*** Given information ***
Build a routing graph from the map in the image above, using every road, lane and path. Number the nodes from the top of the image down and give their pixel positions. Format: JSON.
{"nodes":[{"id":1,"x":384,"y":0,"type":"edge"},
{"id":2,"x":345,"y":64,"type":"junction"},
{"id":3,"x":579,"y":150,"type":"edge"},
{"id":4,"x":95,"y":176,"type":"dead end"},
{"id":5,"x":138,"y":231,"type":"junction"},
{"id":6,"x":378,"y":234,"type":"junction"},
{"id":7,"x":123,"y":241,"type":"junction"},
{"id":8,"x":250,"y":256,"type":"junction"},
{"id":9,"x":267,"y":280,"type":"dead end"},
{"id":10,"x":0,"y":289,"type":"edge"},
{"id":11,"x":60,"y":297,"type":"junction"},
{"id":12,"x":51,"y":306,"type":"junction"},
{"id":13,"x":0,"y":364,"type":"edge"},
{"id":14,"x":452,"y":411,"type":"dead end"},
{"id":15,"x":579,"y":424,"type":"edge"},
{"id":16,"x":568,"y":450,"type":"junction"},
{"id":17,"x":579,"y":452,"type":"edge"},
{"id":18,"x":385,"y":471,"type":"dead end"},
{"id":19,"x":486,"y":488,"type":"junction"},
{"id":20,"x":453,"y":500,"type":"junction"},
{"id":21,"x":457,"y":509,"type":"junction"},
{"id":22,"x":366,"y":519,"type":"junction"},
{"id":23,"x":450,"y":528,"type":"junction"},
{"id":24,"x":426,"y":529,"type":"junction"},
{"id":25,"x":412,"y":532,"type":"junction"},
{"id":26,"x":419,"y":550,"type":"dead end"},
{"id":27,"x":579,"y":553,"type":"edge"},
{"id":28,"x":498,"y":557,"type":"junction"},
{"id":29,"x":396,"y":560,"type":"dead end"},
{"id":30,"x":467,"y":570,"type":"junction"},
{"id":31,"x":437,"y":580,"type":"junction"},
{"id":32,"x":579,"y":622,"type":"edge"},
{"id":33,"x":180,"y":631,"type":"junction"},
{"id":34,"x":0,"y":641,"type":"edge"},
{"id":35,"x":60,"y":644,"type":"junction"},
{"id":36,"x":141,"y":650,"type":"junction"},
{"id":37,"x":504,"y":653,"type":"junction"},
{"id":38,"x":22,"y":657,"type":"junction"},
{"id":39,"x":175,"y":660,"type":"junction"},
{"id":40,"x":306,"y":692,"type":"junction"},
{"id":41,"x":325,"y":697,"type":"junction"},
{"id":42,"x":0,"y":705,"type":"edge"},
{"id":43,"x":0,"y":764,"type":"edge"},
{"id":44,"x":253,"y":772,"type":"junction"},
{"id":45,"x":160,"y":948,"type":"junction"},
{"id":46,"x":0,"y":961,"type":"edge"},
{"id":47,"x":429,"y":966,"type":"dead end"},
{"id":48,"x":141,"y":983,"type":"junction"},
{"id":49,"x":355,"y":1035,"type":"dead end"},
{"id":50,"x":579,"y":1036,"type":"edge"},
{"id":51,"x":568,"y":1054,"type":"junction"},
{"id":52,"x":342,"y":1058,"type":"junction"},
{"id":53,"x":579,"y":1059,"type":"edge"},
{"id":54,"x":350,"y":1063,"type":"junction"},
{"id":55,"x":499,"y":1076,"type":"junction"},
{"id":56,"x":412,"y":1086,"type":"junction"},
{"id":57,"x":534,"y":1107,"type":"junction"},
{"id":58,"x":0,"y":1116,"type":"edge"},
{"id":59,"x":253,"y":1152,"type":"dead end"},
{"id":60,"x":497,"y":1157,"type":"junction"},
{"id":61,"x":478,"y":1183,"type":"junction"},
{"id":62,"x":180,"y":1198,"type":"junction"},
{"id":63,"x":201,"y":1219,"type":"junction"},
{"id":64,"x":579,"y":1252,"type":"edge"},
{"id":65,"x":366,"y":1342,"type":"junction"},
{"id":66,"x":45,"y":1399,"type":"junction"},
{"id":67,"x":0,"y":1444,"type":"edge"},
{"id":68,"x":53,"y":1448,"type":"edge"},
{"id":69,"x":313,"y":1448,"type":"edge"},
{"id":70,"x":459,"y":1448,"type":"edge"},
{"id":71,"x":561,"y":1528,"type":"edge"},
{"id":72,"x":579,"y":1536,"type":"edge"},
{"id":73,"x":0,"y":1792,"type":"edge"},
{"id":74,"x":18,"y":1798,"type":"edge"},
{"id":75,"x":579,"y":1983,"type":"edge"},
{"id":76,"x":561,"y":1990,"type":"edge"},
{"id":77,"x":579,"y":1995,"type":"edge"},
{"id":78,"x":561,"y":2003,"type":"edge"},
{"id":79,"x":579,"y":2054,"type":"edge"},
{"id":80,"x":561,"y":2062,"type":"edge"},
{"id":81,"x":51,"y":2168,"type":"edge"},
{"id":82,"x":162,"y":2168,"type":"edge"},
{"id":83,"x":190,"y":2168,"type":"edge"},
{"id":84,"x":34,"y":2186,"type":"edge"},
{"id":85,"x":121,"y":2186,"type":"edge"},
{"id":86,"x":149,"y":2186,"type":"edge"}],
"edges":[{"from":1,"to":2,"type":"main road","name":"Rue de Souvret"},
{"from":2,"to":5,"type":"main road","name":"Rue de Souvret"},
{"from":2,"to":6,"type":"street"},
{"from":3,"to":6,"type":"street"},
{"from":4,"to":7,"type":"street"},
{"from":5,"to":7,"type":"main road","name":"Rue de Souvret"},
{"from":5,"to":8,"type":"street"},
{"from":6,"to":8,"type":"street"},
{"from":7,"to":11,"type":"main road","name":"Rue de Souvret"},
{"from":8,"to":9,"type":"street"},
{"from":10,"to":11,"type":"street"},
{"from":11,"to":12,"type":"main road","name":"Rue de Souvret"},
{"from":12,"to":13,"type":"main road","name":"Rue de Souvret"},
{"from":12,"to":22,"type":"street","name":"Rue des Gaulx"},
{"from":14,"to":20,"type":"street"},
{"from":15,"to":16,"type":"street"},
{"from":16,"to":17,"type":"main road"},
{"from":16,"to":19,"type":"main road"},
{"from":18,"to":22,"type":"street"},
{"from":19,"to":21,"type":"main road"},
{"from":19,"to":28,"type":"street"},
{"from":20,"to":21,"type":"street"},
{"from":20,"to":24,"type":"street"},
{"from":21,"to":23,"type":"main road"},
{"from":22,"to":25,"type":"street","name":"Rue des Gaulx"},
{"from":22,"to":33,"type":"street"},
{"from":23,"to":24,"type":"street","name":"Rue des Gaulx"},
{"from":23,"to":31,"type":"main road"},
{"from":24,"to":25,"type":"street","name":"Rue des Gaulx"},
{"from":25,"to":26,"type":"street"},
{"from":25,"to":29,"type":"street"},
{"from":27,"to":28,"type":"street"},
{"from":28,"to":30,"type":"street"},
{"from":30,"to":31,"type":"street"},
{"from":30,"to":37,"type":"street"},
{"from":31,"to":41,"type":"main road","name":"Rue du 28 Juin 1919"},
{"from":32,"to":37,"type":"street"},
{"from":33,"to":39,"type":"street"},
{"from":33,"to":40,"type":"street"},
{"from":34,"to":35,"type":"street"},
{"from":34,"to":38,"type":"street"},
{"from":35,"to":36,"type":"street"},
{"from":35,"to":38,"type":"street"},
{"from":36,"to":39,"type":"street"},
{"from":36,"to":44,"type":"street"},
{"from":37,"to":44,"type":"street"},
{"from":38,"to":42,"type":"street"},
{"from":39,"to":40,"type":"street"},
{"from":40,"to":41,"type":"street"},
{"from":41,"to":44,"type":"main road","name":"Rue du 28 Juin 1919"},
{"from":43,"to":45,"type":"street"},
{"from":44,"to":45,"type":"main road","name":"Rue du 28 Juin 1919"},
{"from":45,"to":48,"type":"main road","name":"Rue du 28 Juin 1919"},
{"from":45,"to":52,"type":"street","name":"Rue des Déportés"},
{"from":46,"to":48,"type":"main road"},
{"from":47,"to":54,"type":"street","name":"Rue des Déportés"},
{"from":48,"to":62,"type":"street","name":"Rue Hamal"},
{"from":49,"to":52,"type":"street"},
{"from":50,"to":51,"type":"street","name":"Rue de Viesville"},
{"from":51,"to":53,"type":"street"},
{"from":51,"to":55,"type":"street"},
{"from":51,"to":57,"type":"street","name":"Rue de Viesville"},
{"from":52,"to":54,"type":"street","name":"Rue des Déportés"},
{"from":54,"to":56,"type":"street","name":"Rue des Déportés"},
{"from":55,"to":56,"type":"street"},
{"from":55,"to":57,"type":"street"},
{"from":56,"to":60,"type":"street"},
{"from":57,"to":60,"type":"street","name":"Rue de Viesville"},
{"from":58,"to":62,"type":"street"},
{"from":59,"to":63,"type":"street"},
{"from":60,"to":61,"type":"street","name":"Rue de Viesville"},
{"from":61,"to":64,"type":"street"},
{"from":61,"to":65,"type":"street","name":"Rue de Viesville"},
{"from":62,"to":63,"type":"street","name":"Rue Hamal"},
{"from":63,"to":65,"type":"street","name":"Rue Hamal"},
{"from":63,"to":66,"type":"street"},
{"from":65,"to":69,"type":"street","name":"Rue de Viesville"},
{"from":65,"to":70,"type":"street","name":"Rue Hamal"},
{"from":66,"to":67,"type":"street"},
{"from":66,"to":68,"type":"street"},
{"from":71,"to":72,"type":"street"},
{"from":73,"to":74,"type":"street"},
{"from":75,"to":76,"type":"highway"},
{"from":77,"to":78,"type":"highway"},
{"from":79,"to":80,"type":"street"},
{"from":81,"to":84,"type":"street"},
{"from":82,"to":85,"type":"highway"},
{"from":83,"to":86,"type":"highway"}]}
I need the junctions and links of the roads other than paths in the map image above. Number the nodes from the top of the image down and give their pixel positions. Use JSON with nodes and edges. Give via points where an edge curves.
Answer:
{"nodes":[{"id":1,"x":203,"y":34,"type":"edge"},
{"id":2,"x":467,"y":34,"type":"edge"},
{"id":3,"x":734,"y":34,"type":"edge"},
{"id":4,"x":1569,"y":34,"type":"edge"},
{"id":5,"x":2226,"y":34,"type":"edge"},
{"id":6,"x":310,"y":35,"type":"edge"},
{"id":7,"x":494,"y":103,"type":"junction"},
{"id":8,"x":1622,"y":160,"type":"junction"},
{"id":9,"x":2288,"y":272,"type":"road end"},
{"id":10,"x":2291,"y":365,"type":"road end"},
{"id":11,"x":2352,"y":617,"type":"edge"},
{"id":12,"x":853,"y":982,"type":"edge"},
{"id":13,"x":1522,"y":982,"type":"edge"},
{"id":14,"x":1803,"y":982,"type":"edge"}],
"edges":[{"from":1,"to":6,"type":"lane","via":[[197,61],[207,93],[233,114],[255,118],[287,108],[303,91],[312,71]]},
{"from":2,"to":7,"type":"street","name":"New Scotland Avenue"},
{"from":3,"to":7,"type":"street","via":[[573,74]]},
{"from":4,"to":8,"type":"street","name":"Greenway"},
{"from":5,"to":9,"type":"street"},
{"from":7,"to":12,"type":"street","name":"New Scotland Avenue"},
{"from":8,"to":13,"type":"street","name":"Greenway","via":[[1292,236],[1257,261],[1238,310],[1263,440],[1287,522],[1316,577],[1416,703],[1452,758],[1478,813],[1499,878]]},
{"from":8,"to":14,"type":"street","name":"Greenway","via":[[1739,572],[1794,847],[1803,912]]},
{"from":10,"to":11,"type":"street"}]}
***
● **Task**: Within this listing, how many lines hold "lane"? Give the number alone.

● **Reply**: 2